Connectors: connect to data sources and sinks
A Feldera pipeline can process data from multiple heterogeneous sources and produce outputs to multiple heterogeneous destinations. To this end it relies on a growing library of input and output connectors.
Basics
A connector is a Feldera API object that describes an external data source or sink such as a database table or a Kafka topic. Connectors work together with other API objects, namely programs and pipelines, to build end-to-end streaming analytics pipelines.
- A program defines a set of SQL tables and views.
- A pipeline consists of a program with input and output connectors attached to it.
- A connector must explicitly be attached to a table (for input) or view (for output) of a pipeline.
- A connector can be attached to the tables/views of one or more pipelines, and can even be attached to multiple tables (for input) or views (for output) within the same pipeline.
- Connectors are managed through the API under the /v0/connectors/... endpoints. They can be retrieved individually or as a list, created, overwritten, modified and deleted.
- If changes are made to the connectors of a running pipeline, they will only be applied when the pipeline is restarted.
A connector specification consists of three parts:
- Generic attributes common to all connectors, such as backpressure thresholds.
- Transport specification, which defines the data transport to be used by the connector (e.g., Kafka, URL, Delta Lake, etc.) and its configuration.
- Data format specification, which defines the data format for the connector (e.g., CSV, JSON, Parquet, or Avro), and its specific dialect.

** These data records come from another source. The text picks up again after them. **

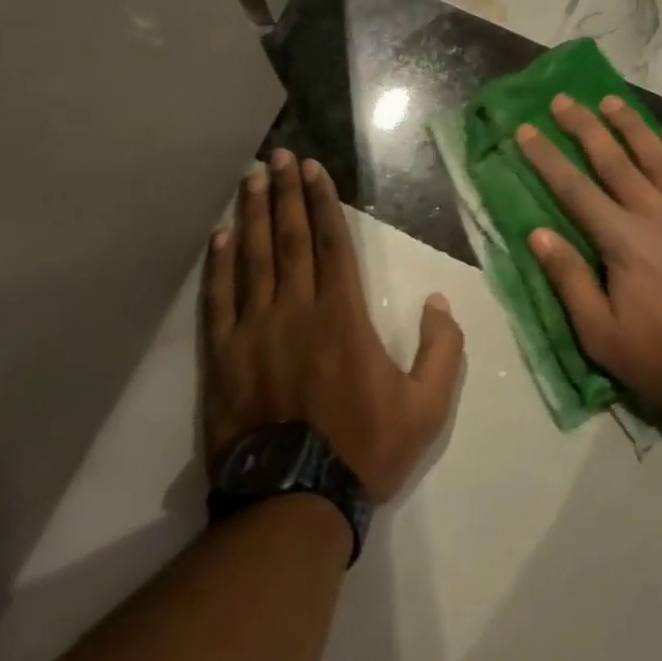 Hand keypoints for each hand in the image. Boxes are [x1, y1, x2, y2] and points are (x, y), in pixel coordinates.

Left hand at [202, 150, 465, 501]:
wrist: (293, 503)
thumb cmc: (364, 449)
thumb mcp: (426, 407)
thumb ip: (442, 350)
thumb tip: (441, 302)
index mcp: (342, 314)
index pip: (330, 242)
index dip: (320, 200)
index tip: (311, 167)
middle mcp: (296, 309)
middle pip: (288, 238)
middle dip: (284, 193)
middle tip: (277, 156)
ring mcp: (254, 330)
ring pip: (252, 258)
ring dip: (252, 214)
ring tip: (250, 179)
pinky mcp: (223, 356)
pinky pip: (219, 299)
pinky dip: (220, 264)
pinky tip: (220, 235)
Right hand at [516, 96, 661, 417]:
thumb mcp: (603, 335)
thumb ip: (570, 280)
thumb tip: (538, 233)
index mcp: (621, 240)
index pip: (573, 188)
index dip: (546, 157)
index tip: (526, 129)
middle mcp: (654, 211)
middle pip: (612, 159)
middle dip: (583, 126)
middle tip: (563, 100)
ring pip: (656, 154)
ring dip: (630, 125)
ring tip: (610, 100)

This architecture allows the user to combine different transports and data formats.
Note: these basics apply to all connectors except the HTTP input and output connectors which are not managed by the user, as they directly feed/fetch data into/from a pipeline via dedicated pipeline endpoints.
Configuring the output buffer
By default a Feldera pipeline sends a batch of changes to the output transport for each batch of input updates it processes. This can result in a stream of small updates, which is normal and even preferable for output transports like Kafka; however it can cause performance problems for other connectors, such as the Delta Lake connector by creating a large number of small files.
The output buffer mechanism is designed to solve this problem by decoupling the rate at which the pipeline pushes changes to the output transport from the rate of input changes. It works by accumulating updates inside the pipeline for up to a user-defined period of time or until accumulating a user-defined number of updates and writing them as a single batch to the output transport.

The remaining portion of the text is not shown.